Dosing of Beta Blockers
- Heart failure guidelines recommend that beta blockers be titrated to achieve the target doses shown to be effective in major clinical trials, if tolerated 5.
- Initiating dose should be very low (1.25 mg bisoprolol, 3.125 mg carvedilol, 12.5 mg metoprolol succinate) and increased gradually over weeks 3.
- Treatment benefit appears proportional to magnitude of heart rate reduction and thus target dose should be the maximum tolerated for adequate bradycardia 3.
Special Populations
- There is no evidence that one evidence-based beta-blocker is preferential over the others in women or in the elderly with HF 4.
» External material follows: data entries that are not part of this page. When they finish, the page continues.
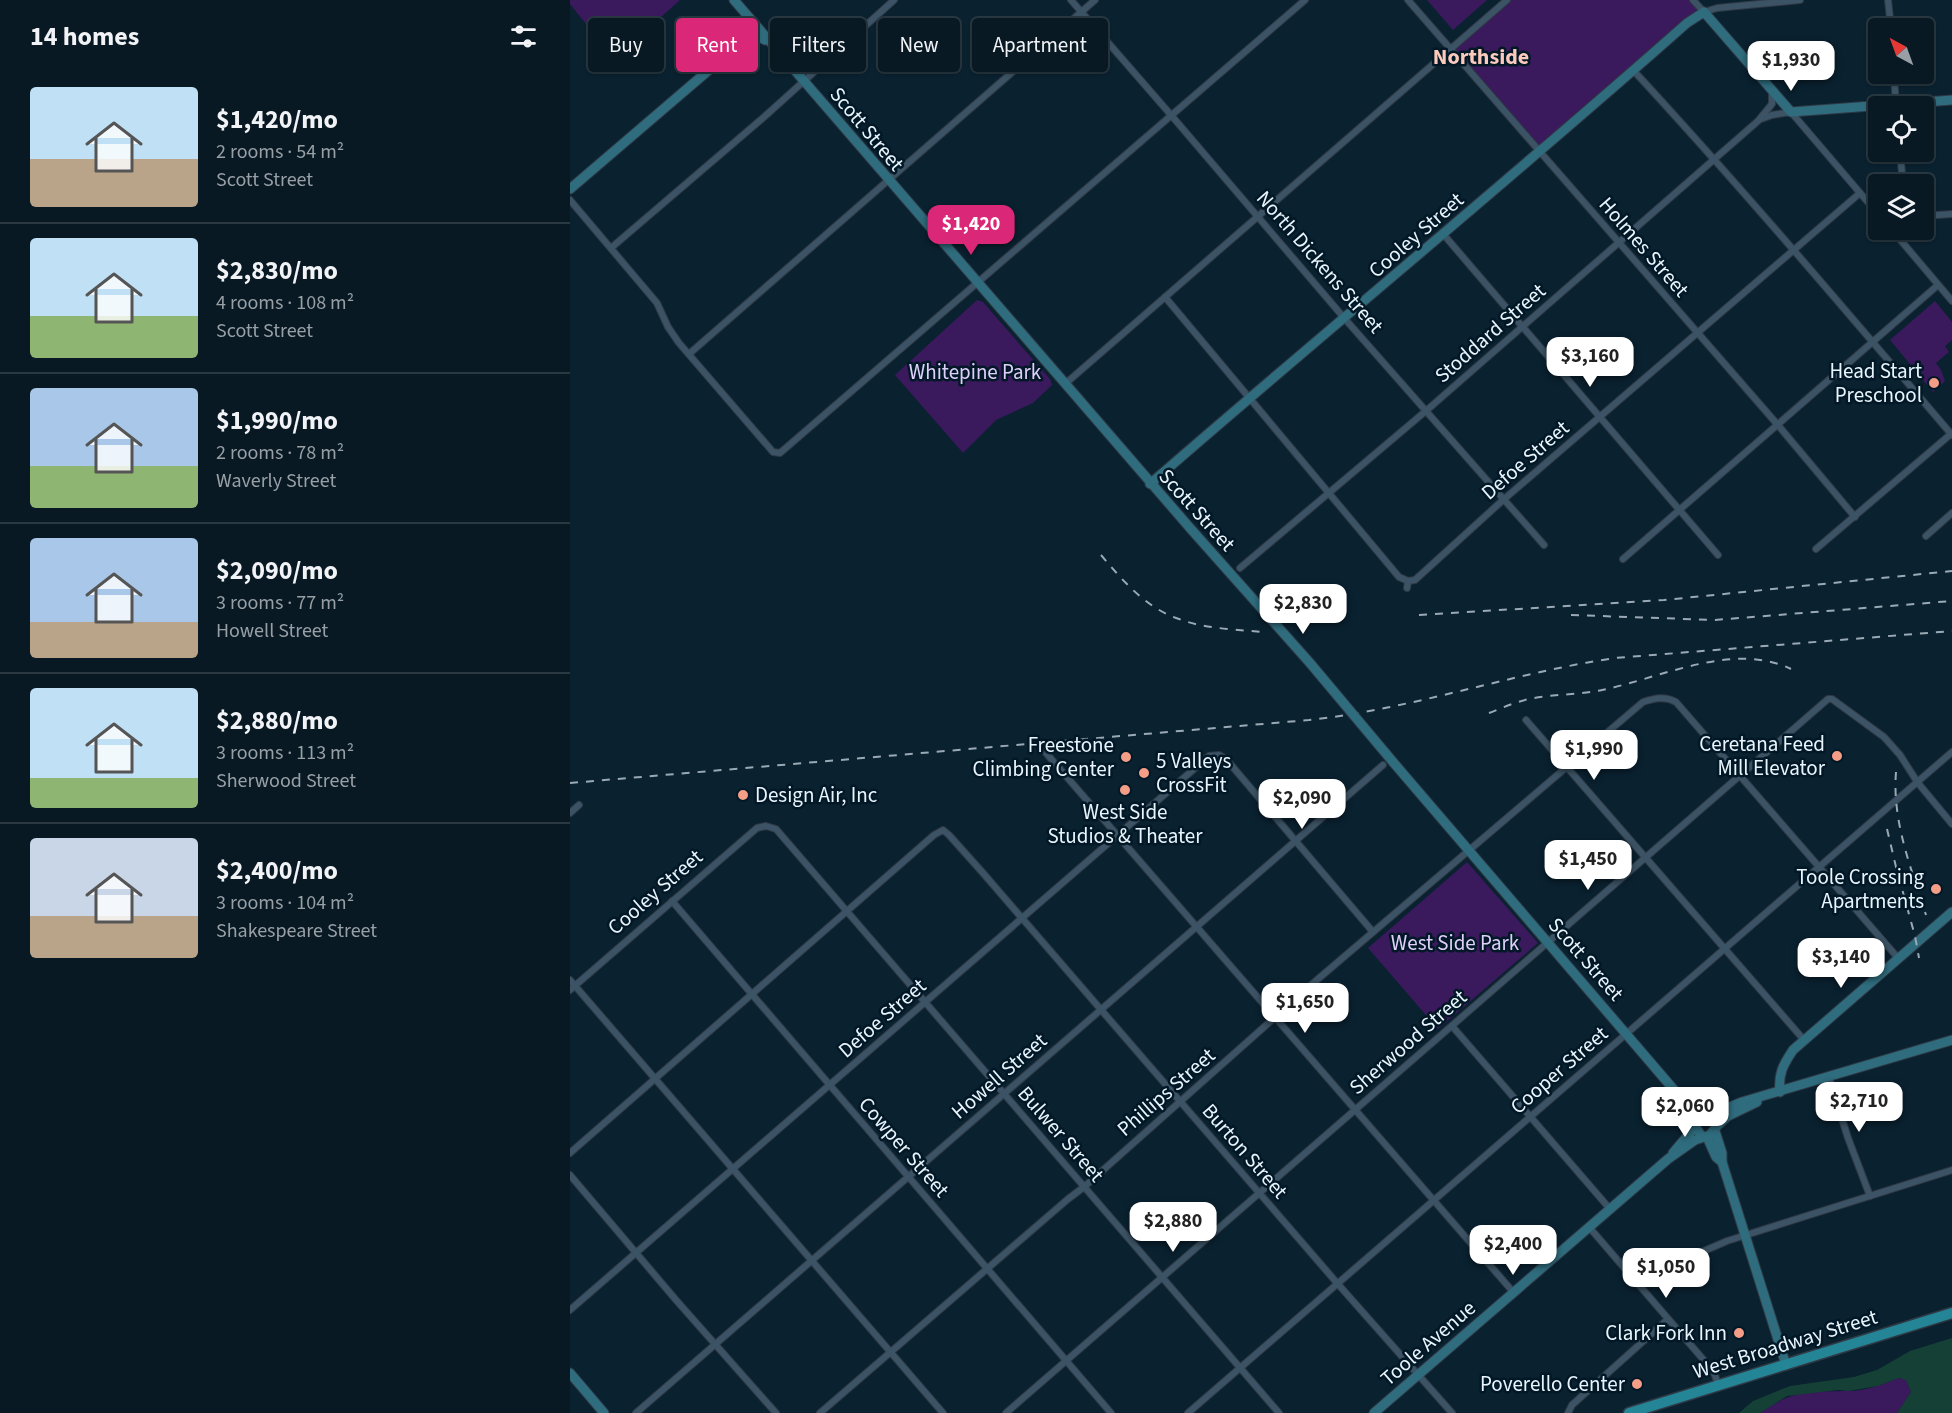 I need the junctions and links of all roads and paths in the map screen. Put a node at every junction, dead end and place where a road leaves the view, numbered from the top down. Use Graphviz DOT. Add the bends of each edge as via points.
graph roads {
  1 [pos="734,0"];
  2 [pos="894,0"];
  3 [pos="1071,0"];
  4 [pos="1095,0"];
  5 [pos="1305,0"];
  6 [pos="1408,0"];
  7 [pos="1507,0"];
  8 [pos="1693,0"];
  9 [pos="1800,0"];
  10 [pos="1888,0"];
  11 [pos="1081,12"];
  12 [pos="1704,12"];
  13 [pos="1890,18"];
  14 [pos="767,40"];
  15 [pos="1450,49"];
  16 [pos="1633,70"];
  17 [pos="802,81"];
  18 [pos="1771,88"];
  19 [pos="1952,100"];
  20 [pos="1934,102"];
  21 [pos="1868,108"];
  22 [pos="1791,112"];
  23 [pos="1172,115"];
  24 [pos="1758,120"];
  25 [pos="1539,151"];
  26 [pos="1714,159"];
  27 [pos="888,181"];
  28 [pos="570,189"];
  29 [pos="1860,193"];
  30 [pos="570,200"];
  31 [pos="1868,202"];
  32 [pos="1952,214"];
  33 [pos="1934,215"];
  34 [pos="1258,216"];
  35 [pos="1444,235"];
  36 [pos="1900,240"];
  37 [pos="1618,243"];
  38 [pos="612,248"];
  39 [pos="1793,250"];
  40 [pos="976,282"];
  41 [pos="1938,285"];
  42 [pos="1165,297"];
  43 [pos="1952,301"];
  44 [pos="1345,319"];
  45 [pos="1522,327"];
  46 [pos="1698,333"];
  47 [pos="1873,341"];
  48 [pos="689,354"];
  49 [pos="1065,384"];
  50 [pos="1249,398"];
  51 [pos="1427,410"];
  52 [pos="1600,418"];
  53 [pos="1777,423"];
  54 [pos="1951,434"];
  55 [pos="1150,484"];
  56 [pos="1328,494"];
  57 [pos="1503,500"];
  58 [pos="1680,510"];
  59 [pos="1952,513"];
  60 [pos="1856,517"];
  61 [pos="1926,536"];
  62 [pos="1544,546"];
  63 [pos="1816,549"];
  64 [pos="1718,555"];
  65 [pos="1623,559"];
  66 [pos="1240,568"];
  67 [pos="1526,720"];
  68 [pos="1952,752"];
  69 [pos="1046,753"];
  70 [pos="1388,763"];
  71 [pos="1566,767"];
  72 [pos="1741,775"];
  73 [pos="1918,783"];
  74 [pos="579,805"];
  75 [pos="570,813"];
  76 [pos="1952,824"];
  77 [pos="766,826"];
  78 [pos="1118,835"];
  79 [pos="1296,842"];
  80 [pos="1469,851"];
  81 [pos="1645,858"];
  82 [pos="1818,866"];
  83 [pos="672,901"];
  84 [pos="847,911"];
  85 [pos="1952,912"];
  86 [pos="1022,919"];
  87 [pos="1197,927"];
  88 [pos="1373,932"];
  89 [pos="1548,943"];
  90 [pos="1724,947"];
  91 [pos="1898,958"];
  92 [pos="572,985"];
  93 [pos="751,994"];
  94 [pos="926,1002"];
  95 [pos="1101,1009"];
  96 [pos="1275,1018"];
  97 [pos="1452,1026"];
  98 [pos="1626,1034"];
  99 [pos="1804,1040"];
  100 [pos="1952,1040"];
  101 [pos="1829,1078"];
  102 [pos="654,1079"];
  103 [pos="828,1086"];
  104 [pos="1780,1092"];
  105 [pos="1004,1093"];
  106 [pos="1764,1097"];
  107 [pos="1681,1098"];
  108 [pos="1180,1101"];
  109 [pos="1355,1110"];
  110 [pos="1707,1116"];
  111 [pos="1530,1117"];
  112 [pos="1695,1126"];
  113 [pos="1710,1133"];
  114 [pos="570,1153"];
  115 [pos="1668,1159"];
  116 [pos="731,1169"];
  117 [pos="1952,1170"];
  118 [pos="570,1175"];
  119 [pos="908,1177"];
  120 [pos="1084,1187"];
  121 [pos="1260,1193"];
  122 [pos="1870,1196"];
  123 [pos="1434,1199"];
  124 [pos="1610,1209"];
  125 [pos="1589,1227"];
  126 [pos="1746,1235"];
  127 [pos="635,1252"];
  128 [pos="812,1261"];
  129 [pos="987,1269"];
  130 [pos="1164,1277"];
  131 [pos="1336,1283"];
  132 [pos="1637,1283"];
  133 [pos="1514,1293"];
  134 [pos="570,1310"];
  135 [pos="1952,1312"];
  136 [pos="1668,1319"];
  137 [pos="715,1345"];
  138 [pos="890,1353"];
  139 [pos="1066,1361"];
  140 [pos="1786,1365"];
  141 [pos="1240,1368"];
  142 [pos="570,1373"];
  143 [pos="1417,1376"];
  144 [pos="1718,1385"];
  145 [pos="604,1413"];
  146 [pos="636,1413"];
  147 [pos="776,1413"];
  148 [pos="820,1413"];
  149 [pos="943,1413"];
  150 [pos="1006,1413"];
  151 [pos="1111,1413"];
  152 [pos="1188,1413"];
  153 [pos="1279,1413"];
  154 [pos="1374,1413"];
  155 [pos="1452,1413"];
  156 [pos="1568,1413"];
  157 [pos="1629,1413"];
  1 -- 14 [label="street, Scott Street"];
  2 -- 17 [label="street"];
  3 -- 11 [label="street, North Dickens Street"];
  4 -- 11 [label="street"];
  5 -- 23 [label="street"];
  6 -- 15 [label="street, Holmes Street"];
  7 -- 15 [label="street"];
  8 -- 12 [label="street"];
  9 -- 12 [label="street"];
  10 -- 13 [label="street"];
  11 -- 23 [label="street, North Dickens Street"];
  11 -- 27 [label="street"];
  12 -- 16 [label="street, Cooley Street"];
  12 -- 18 [label="street"];
  14 -- 17 [label="street, Scott Street"];
  14 -- 28 [label="street" via="756,35 744,40"];
  15 -- 25 [label="street, Holmes Street"];
  15 -- 34 [label="street"];
  16 -- 25 [label="street, Cooley Street"];
  16 -- 26 [label="street"];
  17 -- 27 [label="street, Scott Street"];
  17 -- 38 [label="street"];
  18 -- 22 [label="street"];
  18 -- 24 [label="street, Stoddard Street" via="1772,104"];
  19 -- 20 [label="street"];
  21 -- 22 [label="street"];
  22 -- 24 [label="street, Stoddard Street"];
  22 -- 29 [label="street"];
  23 -- 34 [label="street, North Dickens Street"];
  23 -- 40 [label="street"];
  24 -- 26 [label="street, Stoddard Street"];
  25 -- 35 [label="street, Cooley Street"];
  25 -- 37 [label="street, Holmes Street"];
  26 -- 37 [label="street, Stoddard Street"];
  26 -- 39 [label="street"];
  27 -- 40 [label="street, Scott Street"];
  27 -- 48 [label="street"];
  29 -- 31 [label="street"];
  29 -- 39 [label="street, Defoe Street"];
  30 -- 38 [label="street"];
  32 -- 33 [label="street"];
  34 -- 42 [label="street"];
  34 -- 44 [label="street, North Dickens Street"];
  35 -- 44 [label="street, Cooley Street"];
  35 -- 45 [label="street"];
  36 -- 41 [label="street"];
  37 -- 45 [label="street, Stoddard Street"];
  37 -- 46 [label="street, Holmes Street"];
  38 -- 48 [label="street" via="657,303 671,333"];
  39 -- 46 [label="street, Defoe Street"];
  39 -- 47 [label="street"];
  40 -- 48 [label="street" via="780,453 773,452"];
  40 -- 49 [label="street, Scott Street"];
  41 -- 43 [label="street"];
  41 -- 47 [label="street"];
  42 -- 49 [label="street"];
  42 -- 50 [label="street"];
  44 -- 50 [label="street, Cooley Street"];
  44 -- 51 [label="street, North Dickens Street"];
  45 -- 51 [label="street, Stoddard Street"];
  45 -- 52 [label="street"];
  46 -- 52 [label="street, Defoe Street"];
  46 -- 53 [label="street, Holmes Street"];
  47 -- 53 [label="street"];
  47 -- 54 [label="street"];
  49 -- 55 [label="street, Scott Street"];
  50 -- 55 [label="street, Cooley Street"];
  50 -- 56 [label="street"];
  51 -- 56 [label="street, Stoddard Street"];
  51 -- 57 [label="street, North Dickens Street"];
  52 -- 57 [label="street, Defoe Street"];
  52 -- 58 [label="street"];
  53 -- 58 [label="street"];
  53 -- 60 [label="street, Holmes Street"];
  54 -- 60 [label="street"];
  55 -- 70 [label="street, Scott Street, bridge" via="1310,663"];
  56 -- 57 [label="street, Defoe Street" via="1408,584"];
  56 -- 66 [label="street, Stoddard Street"];
  57 -- 62 [label="street, North Dickens Street"];
  58 -- 64 [label="street"];
  58 -- 65 [label="street"];
  59 -- 61 [label="street"];
  60 -- 63 [label="street"];
  67 -- 71 [label="street"];
  68 -- 73 [label="street, Cooper Street"];
  69 -- 78 [label="street"];
  70 -- 79 [label="street, Howell Street"];
  70 -- 80 [label="street, Scott Street"];
  71 -- 72 [label="street, Phillips Street" via="1643,702 1658,697 1676,702"];
  71 -- 80 [label="street, Phillips Street"];
  71 -- 81 [label="street"];
  72 -- 73 [label="street, Sherwood Street" via="1832,699 1884,737"];
  72 -- 81 [label="street, Sherwood Street"];
  72 -- 82 [label="street"];
  73 -- 76 [label="street"];
  73 -- 82 [label="street, Cooper Street"];
  74 -- 75 [label="street"];
  77 -- 83 [label="street, Cooley Street" via="757,828"];
  77 -- 84 [label="street, Bulwer Street" via="778,831"];
  78 -- 79 [label="street, Defoe Street" via="1205,759 1216,755 1226,759"];
  78 -- 86 [label="street, Defoe Street"];
  78 -- 87 [label="street"];
  79 -- 87 [label="street, Howell Street"];
  79 -- 88 [label="street"];
  80 -- 88 [label="street, Phillips Street"];
  80 -- 89 [label="street, Scott Street"];
  81 -- 89 [label="street, Sherwood Street"];
  81 -- 90 [label="street"];
  82 -- 90 [label="street, Cooper Street"];
  82 -- 91 [label="street"];
  83 -- 92 [label="street, Cooley Street"];
  83 -- 93 [label="street, Cowper Street"];
  84 -- 86 [label="street, Burton Street" via="943,830"];
  84 -- 93 [label="street"];
  84 -- 94 [label="street, Bulwer Street"];
  85 -- 91 [label="street"];
  86 -- 94 [label="street, Defoe Street"];
  86 -- 95 [label="street, Burton Street"];
  87 -- 95 [label="street, Howell Street"];
  87 -- 96 [label="street"];
  88 -- 96 [label="street, Phillips Street"];
  89 -- 97 [label="street, Sherwood Street"];
  89 -- 98 [label="street, Scott Street"];
  90 -- 98 [label="street, Cooper Street"];
  90 -- 99 [label="street"];
  91 -- 99 [label="street"];
  92 -- 102 [label="street"];
  93 -- 102 [label="street"];
  93 -- 103 [label="street, Cowper Street"];
  94 -- 103 [label="street, Defoe Street"];
  94 -- 105 [label="street, Bulwer Street"];
  95 -- 105 [label="street, Howell Street"];
  95 -- 108 [label="street, Burton Street"];
  96 -- 108 [label="street, Phillips Street"];
  96 -- 109 [label="street"];
  97 -- 109 [label="street, Sherwood Street"];
  97 -- 111 [label="street"];
  98 -- 107 [label="street, Scott Street"];
  98 -- 111 [label="street, Cooper Street"];
  99 -- 104 [label="street" via="1782,1065"];
  100 -- 101 [label="street, Toole Avenue"];
  101 -- 104 [label="street, Toole Avenue"];
  101 -- 122 [label="street"];
  102 -- 114 [label="street"];
  102 -- 116 [label="street"];
  103 -- 116 [label="street, Defoe Street"];
  103 -- 119 [label="street, Cowper Street"];
  104 -- 106 [label="street, Toole Avenue"];
  105 -- 119 [label="street, Howell Street"];
  105 -- 120 [label="street, Bulwer Street"];
  106 -- 110 [label="street, Toole Avenue"];
  106 -- 113 [label="street, Toole Avenue" via="1728,1116"];
  107 -- 110 [label="street"];
  107 -- 112 [label="street"];
  108 -- 120 [label="street, Phillips Street"];
  108 -- 121 [label="street, Burton Street"];
  109 -- 121 [label="street, Sherwood Street"];
  109 -- 123 [label="street"];
  110 -- 112 [label="street, Toole Avenue"];
  110 -- 113 [label="street" via="1714,1121"];
  111 -- 123 [label="street, Cooper Street"];
  111 -- 124 [label="street"];
  112 -- 113 [label="street"];
  112 -- 115 [label="street, Toole Avenue"];
  113 -- 115 [label="street, Toole Avenue"];
  113 -- 126 [label="street" via="1722,1153"];
  115 -- 124 [label="street, Toole Avenue"];
  116 -- 127 [label="street, Defoe Street"];
  116 -- 128 [label="street"];
  117 -- 122 [label="street"];
  118 -- 127 [label="street"];
  119 -- 128 [label="street, Howell Street"];
  119 -- 129 [label="street, Cowper Street"];
  120 -- 129 [label="street, Phillips Street"];
  120 -- 130 [label="street, Bulwer Street"];
  121 -- 130 [label="street, Sherwood Street"];
  121 -- 131 [label="street, Burton Street"];
  122 -- 126 [label="street"];
  123 -- 131 [label="street, Cooper Street"];
  123 -- 133 [label="street"];
  124 -- 125 [label="street, Toole Avenue"];
  125 -- 132 [label="street"];
  125 -- 133 [label="street, Toole Avenue"];
  126 -- 132 [label="street" via="1692,1255"];
  126 -- 140 [label="street"];
  127 -- 134 [label="street, Defoe Street"];
  127 -- 137 [label="street"];
  128 -- 137 [label="street, Howell Street"];
  128 -- 138 [label="street"];
  129 -- 138 [label="street, Phillips Street"];
  129 -- 139 [label="street, Cowper Street"];
  130 -- 139 [label="street, Sherwood Street"];
  130 -- 141 [label="street, Bulwer Street"];
  131 -- 141 [label="street, Cooper Street"];
  131 -- 143 [label="street, Burton Street"];
  132 -- 136 [label="street"];
  133 -- 143 [label="street, Toole Avenue"];
  135 -- 140 [label="main road, West Broadway Street"];
  136 -- 144 [label="street" via="1708,1365"];
  136 -- 156 [label="street" via="1572,1405"];
  137 -- 146 [label="street, Howell Street"];
  137 -- 147 [label="street"];
  138 -- 148 [label="street, Phillips Street"];
  138 -- 149 [label="street"];
  139 -- 150 [label="street, Sherwood Street"];
  139 -- 151 [label="street, Cowper Street"];
  140 -- 144 [label="main road, West Broadway Street"];
  141 -- 152 [label="street, Cooper Street"];
  141 -- 153 [label="street, Bulwer Street"];
  142 -- 145 [label="street"];
  143 -- 154 [label="street, Toole Avenue"];
  143 -- 155 [label="street, Burton Street"];
  144 -- 157 [label="main road, West Broadway Street"];
}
- Beta-blockers are not contraindicated in patients with coexisting bronchospasm, although the dose may have to be reduced or withheld temporarily 3.
- Even in decompensated heart failure, beta-blockers are not contraindicated although the dose may have to be reduced or withheld temporarily 3.
Quality of Life
- Beta-blocker therapy in patients with heart failure has been shown to improve the quantity of life and, at least in terms of the incidence of hospitalization, to improve the quality of life as well 6.
- Randomized trials have consistently reported a favourable change in NYHA functional class in patients treated with beta-adrenergic blocking drugs: the majority of patients became less symptomatic 6.